1. Field of the Invention
The present invention relates to a process for producing food proteins of fungal origin or from multicellular organisms, in particular by the application of a novel multicellular organism. It relates also to the food proteins thus obtained. The invention also concerns a fermentation apparatus which is especially suitable for the application of the process according to the invention. Also it relates to a process for the mutation of micro-organisms and in particular of fungi.
2. Description of the Prior Art
Micro-organisms (bacteria, yeasts, fungi) play a part in the preparation of human and animal foodstuffs by acting through their enzymes and they are used for industrial production of organic molecules, of which many are common metabolites (ethanol, acetic acid, citric acid, glycerol, lysine, glutamic acid, ascorbic acid, etc. . . . ).
From the beginning of the era of Pasteur, commensal micro-organisms have been cultivated on various substrates (molasses, bagasse, lactoserum, bisulfite liquors, etc. . . . ) in order to enrich the byproducts and to product biomasses. The biomasses were especially utilized in animal foods as vitamin, mineral salt and protein supplements.
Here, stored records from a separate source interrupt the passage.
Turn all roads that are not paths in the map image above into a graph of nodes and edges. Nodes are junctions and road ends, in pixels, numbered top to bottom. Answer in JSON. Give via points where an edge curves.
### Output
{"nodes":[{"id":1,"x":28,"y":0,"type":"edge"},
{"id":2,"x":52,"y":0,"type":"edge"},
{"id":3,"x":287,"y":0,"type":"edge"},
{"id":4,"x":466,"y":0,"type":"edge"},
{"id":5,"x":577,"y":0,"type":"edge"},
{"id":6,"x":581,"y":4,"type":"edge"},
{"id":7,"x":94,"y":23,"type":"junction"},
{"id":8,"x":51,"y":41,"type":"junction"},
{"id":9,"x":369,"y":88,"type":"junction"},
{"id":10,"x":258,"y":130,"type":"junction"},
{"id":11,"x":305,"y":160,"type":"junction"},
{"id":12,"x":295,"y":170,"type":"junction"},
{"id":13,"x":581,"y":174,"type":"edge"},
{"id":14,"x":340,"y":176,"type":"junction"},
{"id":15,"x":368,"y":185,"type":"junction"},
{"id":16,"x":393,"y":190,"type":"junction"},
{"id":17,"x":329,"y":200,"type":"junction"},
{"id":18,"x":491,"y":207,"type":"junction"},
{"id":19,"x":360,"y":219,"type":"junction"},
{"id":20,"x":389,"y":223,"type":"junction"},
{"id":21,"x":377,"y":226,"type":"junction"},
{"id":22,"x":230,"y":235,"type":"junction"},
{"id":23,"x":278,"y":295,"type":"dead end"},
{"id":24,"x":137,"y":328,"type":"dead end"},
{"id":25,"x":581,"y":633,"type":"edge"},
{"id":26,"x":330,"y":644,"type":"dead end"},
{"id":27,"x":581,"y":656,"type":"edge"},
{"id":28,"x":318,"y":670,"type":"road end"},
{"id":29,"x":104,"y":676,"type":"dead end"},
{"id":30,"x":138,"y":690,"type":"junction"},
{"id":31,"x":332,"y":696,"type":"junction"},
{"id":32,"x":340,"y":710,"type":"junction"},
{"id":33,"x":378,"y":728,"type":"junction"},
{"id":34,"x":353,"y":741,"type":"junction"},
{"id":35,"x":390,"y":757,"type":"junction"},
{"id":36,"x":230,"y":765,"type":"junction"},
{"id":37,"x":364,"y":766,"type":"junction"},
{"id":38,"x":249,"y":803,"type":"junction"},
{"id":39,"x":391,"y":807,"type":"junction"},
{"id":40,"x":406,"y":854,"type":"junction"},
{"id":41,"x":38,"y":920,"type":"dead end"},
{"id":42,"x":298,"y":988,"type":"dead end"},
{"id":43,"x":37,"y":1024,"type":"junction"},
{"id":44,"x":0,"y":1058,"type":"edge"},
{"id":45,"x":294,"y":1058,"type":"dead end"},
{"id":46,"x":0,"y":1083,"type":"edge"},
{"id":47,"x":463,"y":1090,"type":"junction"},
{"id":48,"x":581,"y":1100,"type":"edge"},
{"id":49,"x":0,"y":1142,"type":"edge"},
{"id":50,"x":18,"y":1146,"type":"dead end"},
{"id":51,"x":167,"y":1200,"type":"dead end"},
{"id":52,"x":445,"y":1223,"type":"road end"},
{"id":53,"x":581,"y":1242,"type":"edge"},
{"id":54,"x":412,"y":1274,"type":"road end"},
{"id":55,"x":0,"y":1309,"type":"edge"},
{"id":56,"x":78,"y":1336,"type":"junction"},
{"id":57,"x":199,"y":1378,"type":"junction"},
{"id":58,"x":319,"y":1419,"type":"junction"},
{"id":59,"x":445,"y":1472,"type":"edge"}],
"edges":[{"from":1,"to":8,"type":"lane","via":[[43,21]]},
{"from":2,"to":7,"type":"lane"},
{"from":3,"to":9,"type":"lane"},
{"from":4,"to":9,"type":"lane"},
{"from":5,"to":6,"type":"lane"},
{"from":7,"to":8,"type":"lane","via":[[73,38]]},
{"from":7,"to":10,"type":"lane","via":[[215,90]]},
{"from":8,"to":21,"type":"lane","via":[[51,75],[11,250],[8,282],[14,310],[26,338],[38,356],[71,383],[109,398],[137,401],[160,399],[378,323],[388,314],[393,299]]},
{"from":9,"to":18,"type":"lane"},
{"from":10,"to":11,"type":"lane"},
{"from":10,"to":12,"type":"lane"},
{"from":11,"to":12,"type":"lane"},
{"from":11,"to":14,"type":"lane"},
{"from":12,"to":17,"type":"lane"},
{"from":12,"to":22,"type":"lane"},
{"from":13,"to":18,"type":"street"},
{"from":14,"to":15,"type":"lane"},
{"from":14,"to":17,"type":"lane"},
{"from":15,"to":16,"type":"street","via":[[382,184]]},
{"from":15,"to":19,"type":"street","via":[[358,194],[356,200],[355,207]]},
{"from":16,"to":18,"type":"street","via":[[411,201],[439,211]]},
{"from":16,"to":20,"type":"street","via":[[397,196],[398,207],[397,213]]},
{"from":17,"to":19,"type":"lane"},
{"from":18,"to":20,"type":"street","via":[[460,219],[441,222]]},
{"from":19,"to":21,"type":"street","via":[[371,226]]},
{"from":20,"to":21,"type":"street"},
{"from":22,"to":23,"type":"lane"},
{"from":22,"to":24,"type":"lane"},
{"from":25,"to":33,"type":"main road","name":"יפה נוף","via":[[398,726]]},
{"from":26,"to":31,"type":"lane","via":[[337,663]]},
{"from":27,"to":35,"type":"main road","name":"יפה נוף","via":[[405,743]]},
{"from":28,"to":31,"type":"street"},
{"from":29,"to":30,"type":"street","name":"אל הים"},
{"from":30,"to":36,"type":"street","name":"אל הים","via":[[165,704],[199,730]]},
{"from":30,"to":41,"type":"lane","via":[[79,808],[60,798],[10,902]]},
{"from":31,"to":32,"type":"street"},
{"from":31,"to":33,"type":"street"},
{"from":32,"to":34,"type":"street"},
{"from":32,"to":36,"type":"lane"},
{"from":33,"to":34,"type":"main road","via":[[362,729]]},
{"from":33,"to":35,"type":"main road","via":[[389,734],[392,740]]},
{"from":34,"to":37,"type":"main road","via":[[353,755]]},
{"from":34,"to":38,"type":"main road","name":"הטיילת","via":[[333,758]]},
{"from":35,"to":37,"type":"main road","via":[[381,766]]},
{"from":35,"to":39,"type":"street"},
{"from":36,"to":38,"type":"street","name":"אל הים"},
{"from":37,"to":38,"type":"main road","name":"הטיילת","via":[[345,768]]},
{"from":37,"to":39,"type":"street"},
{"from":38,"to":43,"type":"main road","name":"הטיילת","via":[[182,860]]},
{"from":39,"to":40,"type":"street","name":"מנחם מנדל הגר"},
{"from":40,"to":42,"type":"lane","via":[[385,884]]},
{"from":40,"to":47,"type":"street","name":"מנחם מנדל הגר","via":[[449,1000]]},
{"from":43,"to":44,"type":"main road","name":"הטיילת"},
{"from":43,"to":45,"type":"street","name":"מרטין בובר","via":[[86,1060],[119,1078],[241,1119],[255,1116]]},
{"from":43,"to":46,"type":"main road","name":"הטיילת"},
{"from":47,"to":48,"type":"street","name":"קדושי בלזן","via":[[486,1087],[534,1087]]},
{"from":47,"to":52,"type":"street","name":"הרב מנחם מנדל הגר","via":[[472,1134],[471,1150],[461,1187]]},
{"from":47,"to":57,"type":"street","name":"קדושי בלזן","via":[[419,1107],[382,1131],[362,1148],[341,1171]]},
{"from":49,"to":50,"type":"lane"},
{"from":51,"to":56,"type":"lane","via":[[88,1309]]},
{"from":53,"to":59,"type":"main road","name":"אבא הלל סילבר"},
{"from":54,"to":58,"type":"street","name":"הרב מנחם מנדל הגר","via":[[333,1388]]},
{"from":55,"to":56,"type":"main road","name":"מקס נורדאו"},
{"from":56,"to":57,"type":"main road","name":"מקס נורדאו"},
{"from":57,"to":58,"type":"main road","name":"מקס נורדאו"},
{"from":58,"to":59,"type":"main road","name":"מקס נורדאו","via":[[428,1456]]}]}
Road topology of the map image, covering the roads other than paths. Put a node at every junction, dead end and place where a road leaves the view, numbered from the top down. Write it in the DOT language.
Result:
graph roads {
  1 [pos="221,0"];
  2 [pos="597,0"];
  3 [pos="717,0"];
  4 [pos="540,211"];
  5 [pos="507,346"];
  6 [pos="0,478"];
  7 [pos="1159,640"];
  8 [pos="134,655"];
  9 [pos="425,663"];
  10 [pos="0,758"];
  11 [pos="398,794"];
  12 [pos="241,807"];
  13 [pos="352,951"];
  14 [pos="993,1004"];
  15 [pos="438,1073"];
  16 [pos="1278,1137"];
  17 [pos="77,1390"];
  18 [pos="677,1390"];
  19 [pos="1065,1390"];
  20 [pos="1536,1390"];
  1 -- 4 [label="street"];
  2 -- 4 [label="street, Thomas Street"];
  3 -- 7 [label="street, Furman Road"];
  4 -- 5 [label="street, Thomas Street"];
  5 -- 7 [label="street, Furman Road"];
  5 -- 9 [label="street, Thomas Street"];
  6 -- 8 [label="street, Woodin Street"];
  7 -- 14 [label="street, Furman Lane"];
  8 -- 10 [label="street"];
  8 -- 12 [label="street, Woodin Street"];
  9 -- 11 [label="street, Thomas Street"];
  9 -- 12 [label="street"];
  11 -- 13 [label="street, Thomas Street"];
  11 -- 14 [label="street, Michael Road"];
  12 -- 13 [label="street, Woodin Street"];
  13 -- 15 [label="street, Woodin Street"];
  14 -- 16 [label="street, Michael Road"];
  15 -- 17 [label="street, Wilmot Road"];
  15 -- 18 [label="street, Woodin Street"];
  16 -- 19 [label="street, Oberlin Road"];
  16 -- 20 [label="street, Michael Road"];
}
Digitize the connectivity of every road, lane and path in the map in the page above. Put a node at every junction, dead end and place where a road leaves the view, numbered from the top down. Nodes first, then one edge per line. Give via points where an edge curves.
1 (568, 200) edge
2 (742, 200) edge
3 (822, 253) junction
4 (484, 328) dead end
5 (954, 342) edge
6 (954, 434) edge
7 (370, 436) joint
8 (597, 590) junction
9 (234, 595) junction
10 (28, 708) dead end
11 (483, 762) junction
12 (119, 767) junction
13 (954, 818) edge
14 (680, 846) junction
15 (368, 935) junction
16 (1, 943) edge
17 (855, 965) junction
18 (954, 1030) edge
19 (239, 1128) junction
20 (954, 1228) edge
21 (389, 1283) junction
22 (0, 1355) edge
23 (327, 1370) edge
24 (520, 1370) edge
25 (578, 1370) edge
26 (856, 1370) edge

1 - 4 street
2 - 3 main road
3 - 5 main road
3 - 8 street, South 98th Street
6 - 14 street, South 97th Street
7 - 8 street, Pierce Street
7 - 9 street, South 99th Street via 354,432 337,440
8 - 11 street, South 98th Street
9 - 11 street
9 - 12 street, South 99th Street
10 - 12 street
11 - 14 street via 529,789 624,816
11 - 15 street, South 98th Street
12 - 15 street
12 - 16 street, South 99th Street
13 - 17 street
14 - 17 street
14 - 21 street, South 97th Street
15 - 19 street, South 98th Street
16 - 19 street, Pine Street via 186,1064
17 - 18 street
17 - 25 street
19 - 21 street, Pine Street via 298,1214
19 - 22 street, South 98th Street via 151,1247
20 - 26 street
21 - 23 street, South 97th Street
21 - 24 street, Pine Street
For conjunctural reasons, the development of these practices has long remained limited. The causes of this stagnation have been: irregularity in quality, difficulty in mastering the cultivation and maintenance of strains, appearance of cheaper sources of proteins and vitamins, industrial restructurization, following the discovery of fossil resources, which has accelerated agricultural development, etc. . . .
In the last twenty years, industrial production of biomasses has experienced a very distinct revival. The elements which have stimulated this return are principally: the progress of molecular biology, the discovery of micro-organisms consuming unconventional energy sources (for example paraffins), the need for the resorption of agroalimentary effluents in larger and larger volumes, growing needs for proteins, the appearance of new technologies attempting to reduce energy consumption, etc. . . .
Intense research into the cultivation of biomasses has developed since 1960. It has borne on alkane yeasts, bacteria oxidizing methanol, spirulines growing on carbonated media, mushrooms capable of metabolizing various types of effluents.
Nutritional tests carried out on numerous animal species have established the high nutritional value and inocuousness of biomasses thus obtained.
Micro-organisms capable of producing alimentary proteins are the bacteria and the fungi (yeasts and filamentous fungi); they must possess the following characteristics:
good specificity relative to the substrates, PA1 short doubling time (20 min. to 5 hours); PA1 high energy efficiency (100 g of carbohydrates=25 to 32 g of proteins); PA1 growth at required temperatures (from 20.degree. C. to 50.degree. C.); PA1 growth at extreme pH's, PA1 growth at low or high concentrations of substrates, PA1 they must effect maximum exhaustion of the media (reduction of the C O D and of the B O D from 90 to 98%), PA1 collecting and drying of the biomasse must be easy, PA1 the protein content must be high (40-65%) PA1 the nucleic acids and cellular wall contents must be low, PA1 the germs used must not possess pathogenic ability (virulence and excretion of toxins) and they must not produce bacteriocins, nor release unpleasant flavors, PA1 the protein efficiency coefficient (P.E.C.) of the biomass must be high.
It has been found, for the first time to the knowledge of Applicants, that a filamentous micro-organism could serve as a food.
Indeed, although the bacteria and the filamentous fungi are currently used in food technology and for the production of various metabolites, of vitamins, of aminoacids, of antibiotics, enzymes, etc. . . , only the yeasts have been sufficiently widely cultivated to be consumed as foods. This capacity of yeasts to provide large amounts of biomasses is confirmed with the discovery of their property of growth on alkanes. Numerous works, reviews and treatises have been published on the production of the nutritional qualities of yeast-foods.
The filamentous micro-organism used in the process of the invention belongs to the Trichoderma genus.
It has been found also that such a filamentous micro-organism enables the value of certain protein substrates to be enhanced, notably protein substrates with a high protein content whose utilization is limited due to the fact that they contain for example toxic materials and/or materials giving them a certain bitterness.
The process according to the invention hence enables the production of food proteins arising from the action of this filamentous micro-organism on protein substrates. The invention relates also to the protein products thus obtained, these products being constituted by proteins of modified (purified, detoxified or bitterness-free) substrates possibly in admixture with proteins of filamentous micro-organism or soley proteins of filamentous micro-organisms.
The process for the production of food proteins comprises the steps of cultivating, under conditions which will be defined below, a polyphage filamentous micro-organism capable of metabolizing notably agricultural products and rejects of food industries or to purify, detoxify and eliminate the bitterness of protein substrates.